Yet the central problem persists. What to do, whether there is anything to do, and if there's something to do, how and when to do it? There are also deeper questions to be considered, and these are sometimes overlooked in the rush to parse who said what on The Project. Principally the question is: what are the consequences of acting versus not acting? This is a question the party comprehensively failed to ask itself in the June 2010 leadership coup. It has paid the price ever since.

Given his enduring popularity, his strengths as a performer on new and old media, his power and potential potency as a circuit-breaker, the logic of a return to Kevin Rudd seems unassailable, until you imagine what is actually required to execute it, and the ultimate consequences for Labor if peace can't be declared, finally, once and for all; if leadership change became just another stuff-up.
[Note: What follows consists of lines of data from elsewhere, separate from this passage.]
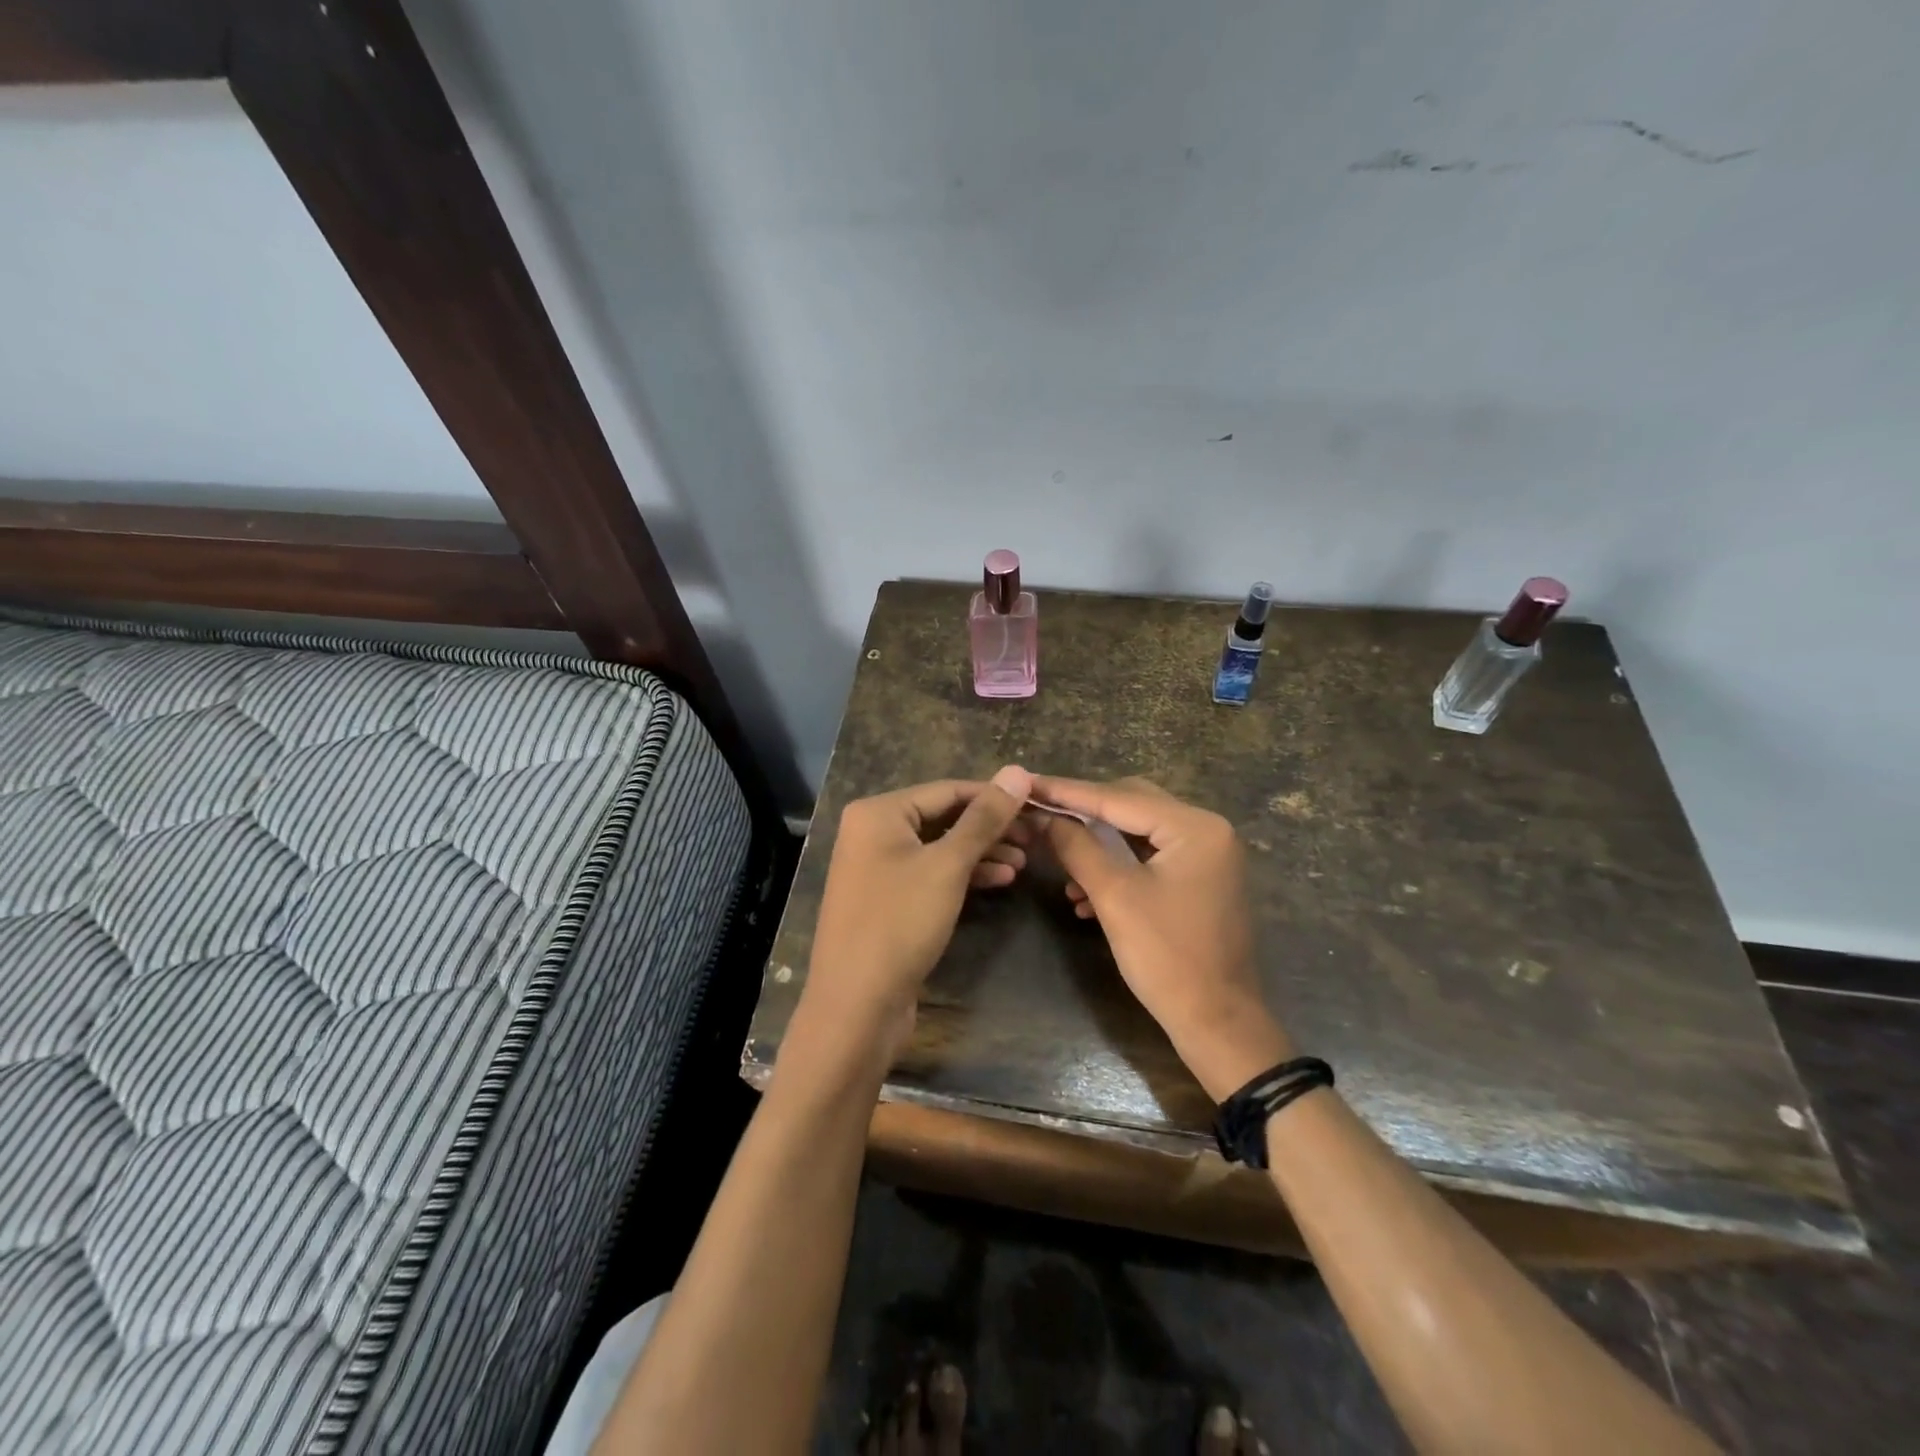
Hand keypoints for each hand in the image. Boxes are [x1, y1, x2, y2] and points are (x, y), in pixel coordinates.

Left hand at [791, 765, 1033, 1079]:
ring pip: (940, 847)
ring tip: (1025, 863)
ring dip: (981, 852)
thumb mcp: (948, 866)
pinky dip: (963, 875)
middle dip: (990, 828)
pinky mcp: (887, 898)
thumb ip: (984, 818)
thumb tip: (1018, 770)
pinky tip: (1000, 881)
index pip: (948, 790)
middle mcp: (873, 832)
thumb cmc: (900, 923)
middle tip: (1036, 838)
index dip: (995, 796)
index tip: (1038, 804)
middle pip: (943, 817)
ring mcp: (878, 867)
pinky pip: (930, 873)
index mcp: (879, 812)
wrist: (856, 1005)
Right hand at [1034, 776, 1290, 1099]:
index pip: (1119, 797)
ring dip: (1098, 845)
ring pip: (1138, 833)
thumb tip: (1044, 816)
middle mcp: (1207, 830)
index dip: (1068, 791)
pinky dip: (1117, 868)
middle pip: (1131, 806)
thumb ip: (1077, 847)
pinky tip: (1084, 895)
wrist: (1217, 1023)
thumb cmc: (1167, 957)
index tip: (1028, 782)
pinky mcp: (1200, 880)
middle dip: (1084, 813)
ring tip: (1059, 861)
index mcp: (1195, 827)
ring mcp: (1207, 856)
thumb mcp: (1114, 897)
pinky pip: (1150, 859)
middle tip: (1040, 812)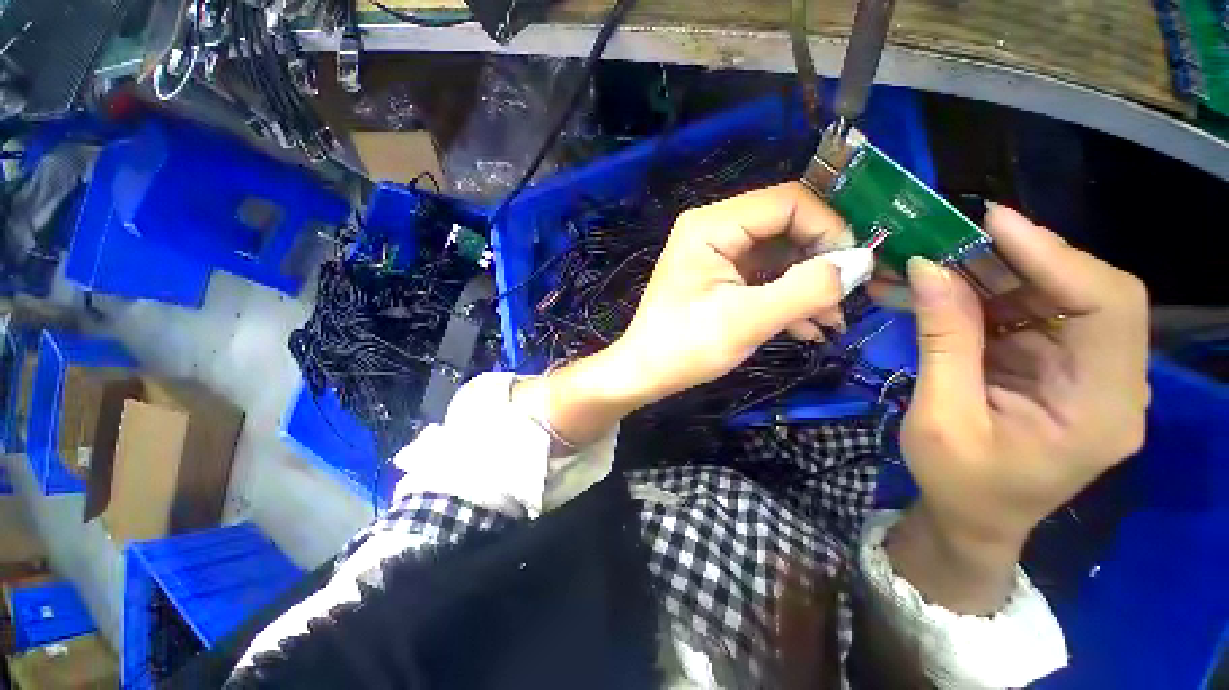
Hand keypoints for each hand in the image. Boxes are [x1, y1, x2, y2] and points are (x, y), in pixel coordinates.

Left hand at [610, 182, 873, 403]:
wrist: (645, 374)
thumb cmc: (685, 347)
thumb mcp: (747, 320)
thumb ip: (806, 289)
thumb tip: (861, 263)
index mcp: (712, 225)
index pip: (788, 202)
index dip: (829, 228)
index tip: (854, 269)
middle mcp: (714, 229)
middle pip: (786, 227)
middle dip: (820, 262)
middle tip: (845, 300)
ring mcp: (716, 254)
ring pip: (778, 255)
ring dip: (808, 286)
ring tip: (831, 322)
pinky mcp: (719, 277)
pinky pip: (763, 276)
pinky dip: (786, 298)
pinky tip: (807, 327)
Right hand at [879, 204, 1148, 610]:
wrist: (973, 519)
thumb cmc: (958, 483)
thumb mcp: (940, 417)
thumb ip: (942, 342)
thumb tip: (926, 269)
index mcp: (1101, 410)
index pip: (1107, 308)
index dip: (1056, 256)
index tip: (993, 223)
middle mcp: (1113, 384)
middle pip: (1088, 293)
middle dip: (1022, 259)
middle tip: (957, 239)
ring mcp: (1089, 374)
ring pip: (1058, 298)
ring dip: (999, 274)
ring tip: (941, 261)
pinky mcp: (1061, 368)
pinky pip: (1032, 316)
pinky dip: (989, 296)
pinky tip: (950, 290)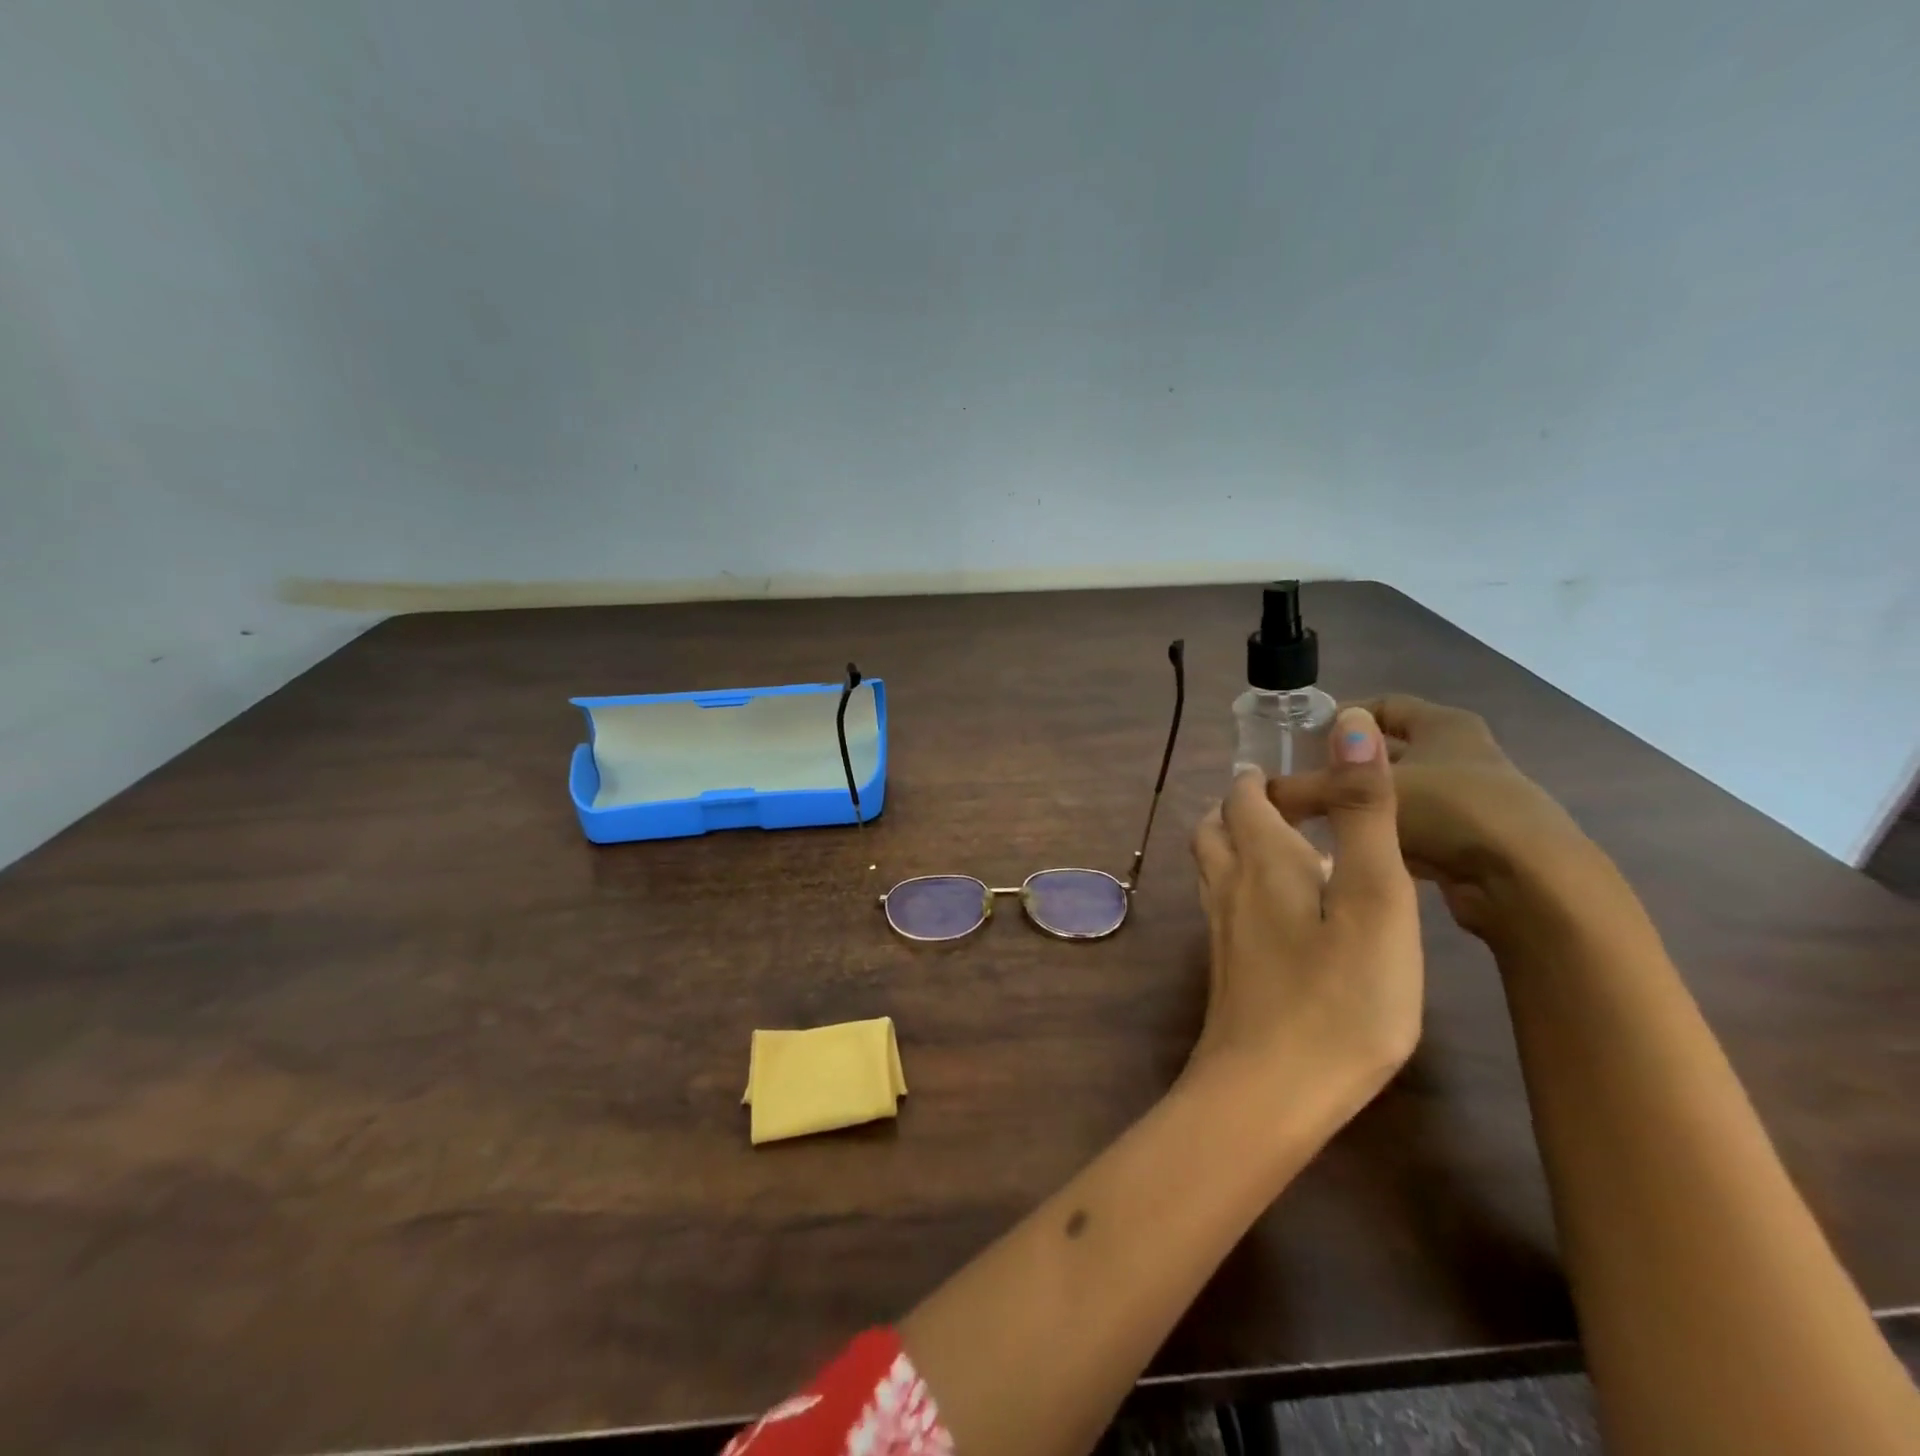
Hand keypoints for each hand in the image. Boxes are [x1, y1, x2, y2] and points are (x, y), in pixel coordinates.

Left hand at [1189, 707, 1421, 1106]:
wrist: (1269, 1092)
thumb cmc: (1340, 998)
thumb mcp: (1375, 899)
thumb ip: (1362, 812)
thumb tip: (1348, 724)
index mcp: (1261, 858)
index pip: (1244, 796)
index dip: (1264, 779)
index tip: (1300, 775)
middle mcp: (1228, 884)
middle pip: (1216, 826)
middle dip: (1243, 806)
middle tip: (1288, 807)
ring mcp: (1220, 929)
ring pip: (1212, 865)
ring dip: (1235, 843)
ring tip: (1281, 849)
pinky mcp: (1226, 967)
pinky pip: (1222, 903)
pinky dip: (1241, 885)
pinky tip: (1277, 912)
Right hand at [1267, 695, 1591, 938]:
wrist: (1528, 881)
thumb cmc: (1448, 811)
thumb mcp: (1363, 794)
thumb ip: (1308, 790)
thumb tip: (1259, 791)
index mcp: (1444, 726)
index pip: (1385, 705)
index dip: (1344, 717)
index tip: (1305, 738)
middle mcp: (1462, 756)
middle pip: (1390, 753)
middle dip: (1347, 768)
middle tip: (1301, 783)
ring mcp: (1471, 801)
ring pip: (1399, 796)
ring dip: (1363, 807)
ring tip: (1318, 822)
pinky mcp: (1471, 843)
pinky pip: (1412, 832)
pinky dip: (1383, 837)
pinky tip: (1353, 852)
A GRAND bargain. That's the scale of ambition in the most considered quarters of Camp Kevin. Not simply cosmetic change - a new figurehead presiding over the old, riven fundamentals - but a game change.

The game-change scenario is a co-ordinated move against Gillard at the cabinet level: a majority of Gillard backers, not just the oft-mentioned Bill Shorten, switching camps and being prepared to make the shift decisive. By that they mean the obvious: Julia Gillard goes and really goes, agreeing not to recontest at the election; and Wayne Swan too.

''The consequences are there. Julia can't stay. Wayne can't stay,'' insists one Rudd man. Labor would also likely lose its Senate leader: it's hard to imagine Communications Minister Stephen Conroy serving in a Rudd ministry, given the extent of their mutual antipathy. Possibly there would be other departures, and, of course, elevations. Chris Bowen is said to have been promised Treasury if Rudd returns. Presumably the new-broom philosophy would be applied liberally.

The point of this transaction is drawing the line. Someone wins and someone loses, and agrees they've lost. The situation since the last leadership battle has been irresolution and cycles of retribution, some of them petty, some spectacular. The two combatants have remained on their feet, and like that quaint yet powerful Harry Potter scenario, neither truly lives while the other survives.

But the idea of Gillard and Swan departing the field for Rudd is, to put it mildly, hard to get your head around. A third candidate maybe, but Kevin? Colleagues close to both laugh at the prospect. Talk is swirling at the moment of a deal to accommodate the two. Without concrete details, it's hard to assess how serious or viable that proposition actually is.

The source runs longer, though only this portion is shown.